He didn't have the heart to respond, but he knew those words would haunt him for the rest of his days. He simply sat there, clutching his son's clammy hand as the doctor tried in vain to at least alleviate the agonising pain he knew his son was fighting through.

' _un, deux, trois, quatre, cinq, six, sept, huit, neuf,'_

'… _sept, huit, neuf,'_ Philip released his dying breath.

The scream Eliza let out was one that reverberated through the walls, one that the neighbours, the road heard. One that struck fear and pity into the hearts of the most hardened soldier. One that shook everyone who heard it to the core. One that scraped he throat raw and made her voice hoarse for days. One that encompassed all the pain, the fear, the anger, the regret, she had been feeling ever since that dreaded pamphlet that had ravaged the political country for months. One that Alexander Hamilton had caused in the one he held the most precious in the world.

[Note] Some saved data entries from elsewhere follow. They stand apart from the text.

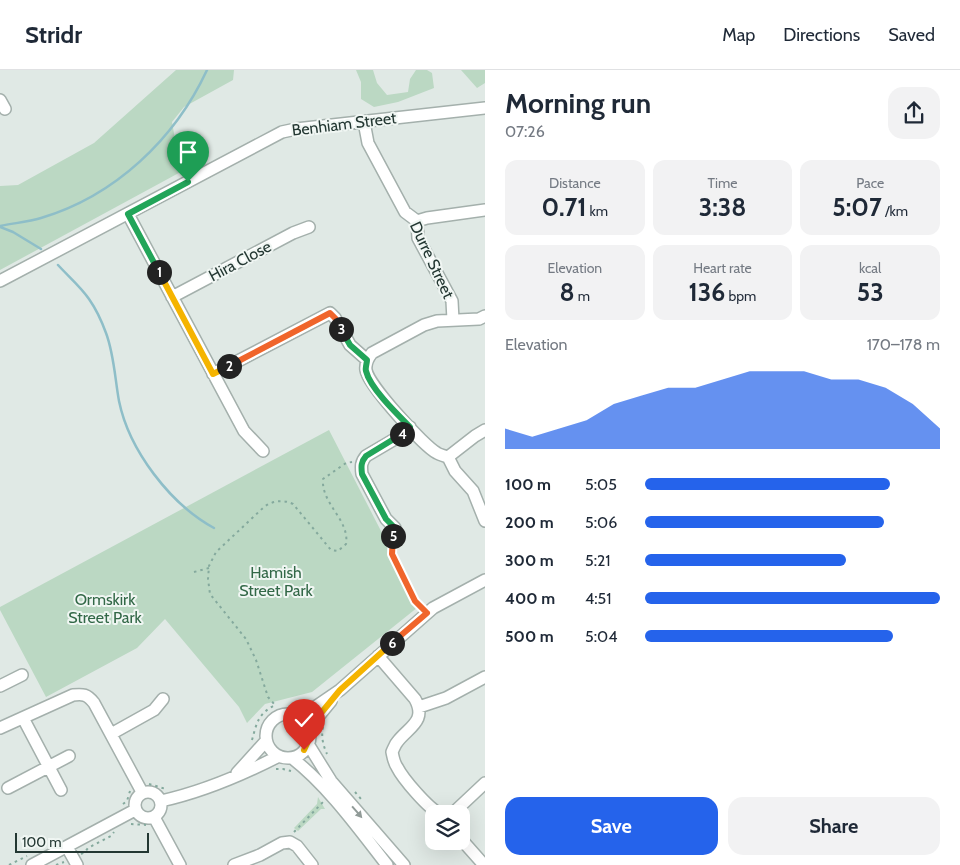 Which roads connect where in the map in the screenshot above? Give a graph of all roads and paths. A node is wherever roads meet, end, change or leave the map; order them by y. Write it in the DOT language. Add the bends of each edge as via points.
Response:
graph roads {
  1 [pos="485,108"];
  2 [pos="364,122"];
  3 [pos="485,210"];
  4 [pos="128,214"];
  5 [pos="417,221"];
  6 [pos="309,227"];
  7 [pos="0,281"];
  8 [pos="172,297"];
  9 [pos="485,316"];
  10 [pos="453,320"];
  11 [pos="367,360"];
  12 [pos="213,374"];
  13 [pos="410,427"];
  14 [pos="485,430"];
  15 [pos="263,451"];
  16 [pos="448,457"];
  17 [pos="362,460"];
  18 [pos="485,521"];
  19 [pos="395,528"];
  20 [pos="209,568"];
  21 [pos="194,572"];
  22 [pos="485,580"];
  23 [pos="427,613"];
  24 [pos="378,656"];
  25 [pos="22,675"];
  26 [pos="485,678"];
  27 [pos="0,686"];
  28 [pos="340,690"];
  29 [pos="163,699"];
  30 [pos="419,707"];
  31 [pos="24,718"];
  32 [pos="299,718"];
  33 [pos="324,722"];
  34 [pos="2,723"];
  35 [pos="308,729"];
  36 [pos="111,734"];
  37 [pos="266,741"];
  38 [pos="251,744"];
  39 [pos="308,744"];
  40 [pos="69,756"];
  41 [pos="279,756"];
  42 [pos="292,758"];
  43 [pos="329,760"];
  44 [pos="49,766"];
  45 [pos="270,770"];
  46 [pos="297,773"];
  47 [pos="234,776"];
  48 [pos="485,783"];
  49 [pos="144,787"];
  50 [pos="8,788"];
  51 [pos="174,788"];
  52 [pos="350,788"];
  53 [pos="61,790"];
  54 [pos="362,800"];
  55 [pos="161,801"];
  56 [pos="324,801"];
  57 [pos="428,805"];
  58 [pos="462,805"];
  59 [pos="136,810"];
  60 [pos="152,822"];
  61 [pos="129,825"];
  62 [pos="115,831"];
  63 [pos="290,842"];
  64 [pos="67,847"];
  65 [pos="470,849"];
  66 [pos="74,860"];
  67 [pos="32,865"];
  68 [pos="56,865"];
  69 [pos="180,865"];
  70 [pos="234,865"];
  71 [pos="312,865"];
  72 [pos="387,865"];
  73 [pos="404,865"];
  74 [pos="484,865"];
  1 -- 2 [label="street, Benhiam Street"];
  2 -- 4 [label="street, Benhiam Street" via="282,132"];
  2 -- 5 [label="street, Durre Street" via="368,143 405,212"];
  3 -- 5 [label="street"];
  4 -- 7 [label="street, Benhiam Street"];
  4 -- 8 [label="street"];
  5 -- 10 [label="street, Durre Street" via="418,238 452,301"];
  6 -- 8 [label="street, Hira Close"];
  8 -- 12 [label="street"];
  9 -- 10 [label="street"];
  10 -- 11 [label="street" via="424,325 372,353"];
  11 -- 12 [label="street" via="350,345 330,313"];
  11 -- 13 [label="street" via="370,381"];
  12 -- 15 [label="street" via="244,431"];
  13 -- 16 [label="street" via="436,453"];
  13 -- 17 [label="street"];
  14 -- 16 [label="street"];
  16 -- 18 [label="street" via="454,470 473,491"];
  17 -- 19 [label="street" via="362,474 386,519"];
  17 -- 20 [label="path" via="346,463 323,479 322,488 347,537 346,544 338,551 331,550 292,504 278,501 269,503 219,548"];
  19 -- 23 [label="path" via="392,554 415,601"];
  20 -- 21 [label="path"];
  20 -- 38 [label="path" via="210,594 246,639 268,697 275,705 258,719"];
  22 -- 23 [label="street"];
  23 -- 24 [label="street"];
  24 -- 28 [label="street"];
  24 -- 30 [label="street"];
  25 -- 27 [label="street"];
  26 -- 30 [label="street" via="446,698"];
  28 -- 32 [label="street"];
  28 -- 35 [label="street"];
  29 -- 36 [label="street" via="154,710"];
  30 -- 57 [label="street" via="412,729 398,741 392,752 396,767"];
  31 -- 34 [label="street"];
  31 -- 36 [label="street" via="73,695 83,694 94,703"];
  31 -- 44 [label="street"];
  32 -- 35 [label="street"];
  32 -- 37 [label="street" via="278,716 268,727"];
  33 -- 43 [label="path" via="323,745"];
  35 -- 39 [label="street"];
  36 -- 49 [label="street"];
  37 -- 41 [label="street"];
  37 -- 47 [label="street"];
  39 -- 42 [label="street"];
  39 -- 73 [label="street, one-way" via="331,781"];
  40 -- 44 [label="street"];
  41 -- 42 [label="street"];
  41 -- 47 [label="street"];
  42 -- 72 [label="street" via="331,795"];
  44 -- 50 [label="street"];
  44 -- 53 [label="street"];
  45 -- 46 [label="path" via="283,768"];
  47 -- 55 [label="street" via="213,786"];
  48 -- 58 [label="street"];
  49 -- 51 [label="path"];
  49 -- 55 [label="street" via="156,793"];
  49 -- 59 [label="street" via="134,802"];
  52 -- 54 [label="path"];
  55 -- 60 [label="street" via="160,810"];
  56 -- 63 [label="path" via="295,830"];
  59 -- 60 [label="street"];
  59 -- 64 [label="street"];
  60 -- 61 [label="path"];
  60 -- 69 [label="street"];
  62 -- 66 [label="path"];
  63 -- 70 [label="street"];
  63 -- 71 [label="street"];
  64 -- 66 [label="street"];
  64 -- 67 [label="street"];
  65 -- 74 [label="street"];
  66 -- 68 [label="path"];
}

 **He actually was, irl.**

 **p.s please leave a comment and don't forget to follow and favourite, it would make my day!**


	2. Alexander

**Hi! Sorry everyone for the long wait, so i hope it was worth it! As always please leave a review and tell me what you think, it would make my day, and i would thank you ever s much!**

Everyone has their breaking point. Some are blessed with the patience of a saint, while others are constantly on edge, looking for any reason to lash out, exploding every other minute. Eliza certainly fit into the first category. The things she had been forced to endure day after day would have caused any ordinary woman to break down, wondering what she had done to deserve this fate. Instead, Eliza persevered on, doing all the things Alexander himself was too weak to do without an unkind word. He didn't know what past life he had lived to deserve such an amazing wife. Alexander himself, on the other hand, didn't know which category he fit into. For the first time, he figured himself to be exactly in the middle. However, whatever the case, he knew he had reached his breaking point.

It might have been when he witnessed the life draining from his first born's eyes firsthand. Perhaps as he stood by, helpless and motionless, watching as his daughter, his little Angel who wasn't quite so little anymore, slowly drowning in dark, torturous thoughts; falling into insanity and losing all trace

s of coherent thoughts. Or as he looked into the innocent eyes of Elizabeth Holly, asking where her older brother was, and when he was coming back. Or as, everyday he watched the daughter of his enemy walk around with a broken heart, empty smiled and eyes as sharp as shards of glass and sparkling as much with unshed tears. Eliza's heart had been patched together so many times, always because of him. He was never able to save her, and now it was all finally crashing around him.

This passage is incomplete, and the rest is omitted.